EXERCISE DETAILS: In your copy, include every line of the records exactly and no picture at all.

RECORDED INFORMATION:
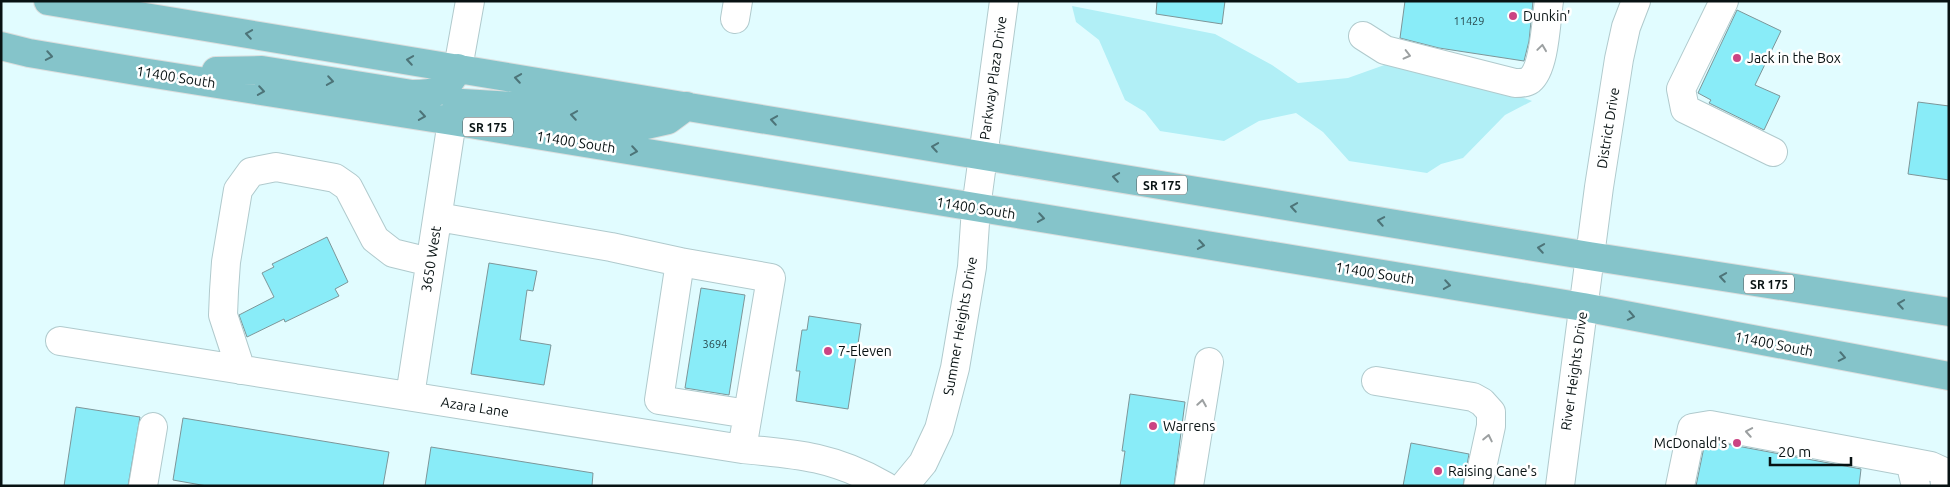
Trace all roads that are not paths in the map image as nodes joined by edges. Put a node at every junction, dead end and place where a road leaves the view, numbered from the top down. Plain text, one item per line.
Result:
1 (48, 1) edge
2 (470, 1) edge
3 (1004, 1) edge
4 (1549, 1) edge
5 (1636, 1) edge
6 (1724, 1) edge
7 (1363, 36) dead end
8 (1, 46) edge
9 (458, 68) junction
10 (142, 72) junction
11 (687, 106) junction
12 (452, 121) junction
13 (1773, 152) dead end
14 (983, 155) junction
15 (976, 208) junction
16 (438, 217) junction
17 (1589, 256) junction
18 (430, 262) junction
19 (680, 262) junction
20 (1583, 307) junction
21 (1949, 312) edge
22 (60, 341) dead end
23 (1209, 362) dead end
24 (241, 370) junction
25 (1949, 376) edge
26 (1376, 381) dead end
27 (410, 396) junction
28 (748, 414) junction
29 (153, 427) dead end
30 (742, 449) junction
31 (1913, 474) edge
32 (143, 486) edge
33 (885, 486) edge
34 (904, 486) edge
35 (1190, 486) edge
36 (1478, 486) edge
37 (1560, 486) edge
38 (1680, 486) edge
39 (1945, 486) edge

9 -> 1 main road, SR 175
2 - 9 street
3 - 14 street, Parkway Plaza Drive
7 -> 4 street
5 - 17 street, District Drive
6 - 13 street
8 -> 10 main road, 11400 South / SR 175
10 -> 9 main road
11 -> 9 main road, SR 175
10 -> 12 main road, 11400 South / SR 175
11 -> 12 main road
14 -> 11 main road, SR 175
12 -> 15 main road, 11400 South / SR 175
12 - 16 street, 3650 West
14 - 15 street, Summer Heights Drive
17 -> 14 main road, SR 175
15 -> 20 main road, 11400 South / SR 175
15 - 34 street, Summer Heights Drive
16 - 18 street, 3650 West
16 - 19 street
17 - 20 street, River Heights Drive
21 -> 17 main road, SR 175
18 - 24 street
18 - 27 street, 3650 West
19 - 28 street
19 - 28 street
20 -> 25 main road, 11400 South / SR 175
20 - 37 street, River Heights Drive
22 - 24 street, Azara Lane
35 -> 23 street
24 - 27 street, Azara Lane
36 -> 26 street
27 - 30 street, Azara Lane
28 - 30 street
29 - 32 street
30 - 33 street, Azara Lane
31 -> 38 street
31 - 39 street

RESPONSE TO THE TASK:
Trace all roads that are not paths in the map image as nodes joined by edges. Put a node at every junction, dead end and place where a road leaves the view, numbered from the top down. Plain text, one item per line.
Result:
1 (48, 1) edge
2 (470, 1) edge
3 (1004, 1) edge
4 (1549, 1) edge
5 (1636, 1) edge
6 (1724, 1) edge
7 (1363, 36) dead end
8 (1, 46) edge
9 (458, 68) junction
10 (142, 72) junction
11 (687, 106) junction
12 (452, 121) junction
13 (1773, 152) dead end
14 (983, 155) junction
15 (976, 208) junction
16 (438, 217) junction
17 (1589, 256) junction
18 (430, 262) junction
19 (680, 262) junction
20 (1583, 307) junction
21 (1949, 312) edge
22 (60, 341) dead end
23 (1209, 362) dead end
24 (241, 370) junction
25 (1949, 376) edge
26 (1376, 381) dead end
27 (410, 396) junction
28 (748, 414) junction
29 (153, 427) dead end
30 (742, 449) junction
31 (1913, 474) edge
32 (143, 486) edge
33 (885, 486) edge
34 (904, 486) edge
35 (1190, 486) edge
36 (1478, 486) edge
37 (1560, 486) edge
38 (1680, 486) edge
39 (1945, 486) edge

9 -> 1 main road, SR 175
2 - 9 street
3 - 14 street, Parkway Plaza Drive
7 -> 4 street
5 - 17 street, District Drive
6 - 13 street
8 -> 10 main road, 11400 South / SR 175
10 -> 9 main road
11 -> 9 main road, SR 175
10 -> 12 main road, 11400 South / SR 175
11 -> 12 main road
14 -> 11 main road, SR 175
12 -> 15 main road, 11400 South / SR 175
12 - 16 street, 3650 West
14 - 15 street, Summer Heights Drive
17 -> 14 main road, SR 175
15 -> 20 main road, 11400 South / SR 175
15 - 34 street, Summer Heights Drive
16 - 18 street, 3650 West
16 - 19 street
17 - 20 street, River Heights Drive
21 -> 17 main road, SR 175
18 - 24 street
18 - 27 street, 3650 West
19 - 28 street
19 - 28 street
20 -> 25 main road, 11400 South / SR 175
20 - 37 street, River Heights Drive
22 - 24 street, Azara Lane
35 -> 23 street
24 - 27 street, Azara Lane
36 -> 26 street
27 - 30 street, Azara Lane
28 - 30 street
29 - 32 street
30 - 33 street, Azara Lane
31 -> 38 street
31 - 39 street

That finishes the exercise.